Several critical questions now demand investigation. Mature overall survival data from both LITESPARK trials are eagerly anticipated: DFS and PFS benefits are meaningful, but the field rightly awaits survival data before adjudicating on the full magnitude of these combinations. The safety trade-off in LITESPARK-011 necessitates development of patient selection frameworks and toxicity management algorithms. And the question of optimal sequencing — how to integrate belzutifan/lenvatinib as a second-line standard alongside other available options — will require both prospective data and real-world experience.
Beyond belzutifan, the meeting signalled several trajectories that will shape the next three to five years: SBRT as an immune sensitiser, intermittent TKI dosing as a quality-of-life strategy, CDK4/6 inhibitor combinations, and the emergence of validated blood-based biomarkers. For non-clear cell histologies, the community must accelerate the development of histology-specific trials rather than continuing to rely on extrapolation from the clear cell paradigm.

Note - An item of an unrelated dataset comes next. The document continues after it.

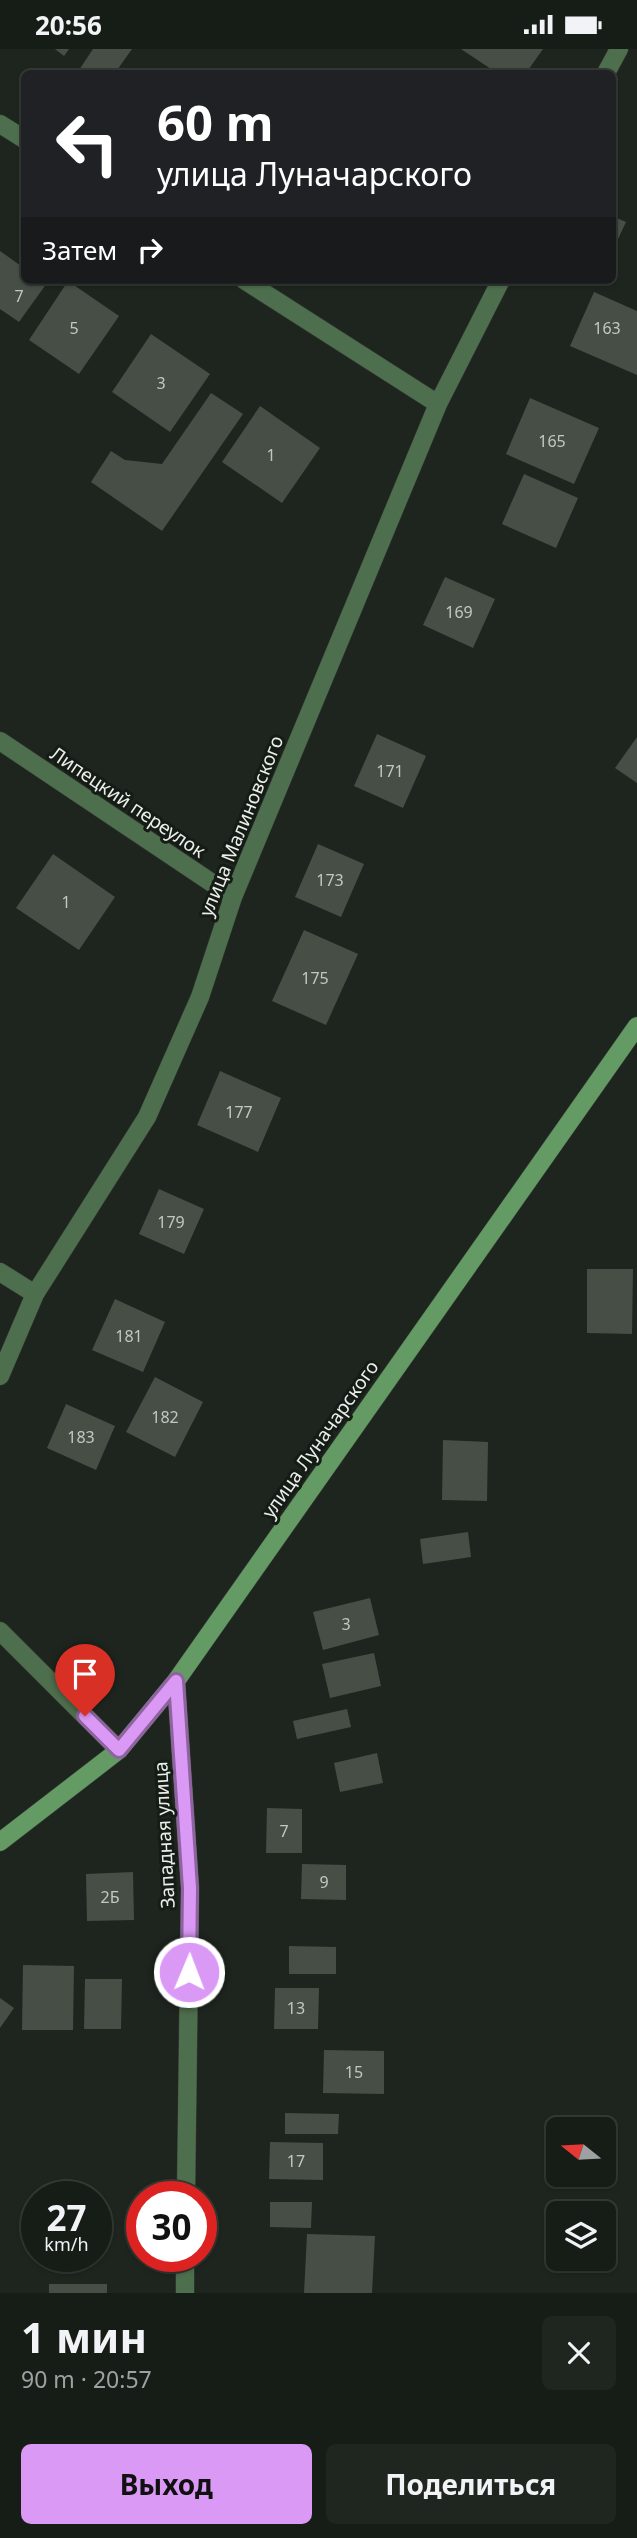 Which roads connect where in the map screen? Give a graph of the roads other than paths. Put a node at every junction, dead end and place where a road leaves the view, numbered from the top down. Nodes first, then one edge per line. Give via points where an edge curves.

As the number of available treatment options continues to grow, the future of RCC management will involve increasingly personalised therapeutic strategies grounded in tumour biology, patient-specific factors, and patient-reported priorities. Ongoing clinical trials will clarify optimal sequencing, identify predictive biomarkers, and define the role of new agents across the treatment continuum. As these data mature, they will further refine the paradigm and advance the goal of durable disease control for patients with kidney cancer. The Kidney Cancer Journal will continue to provide expert analysis as this rapidly evolving landscape develops.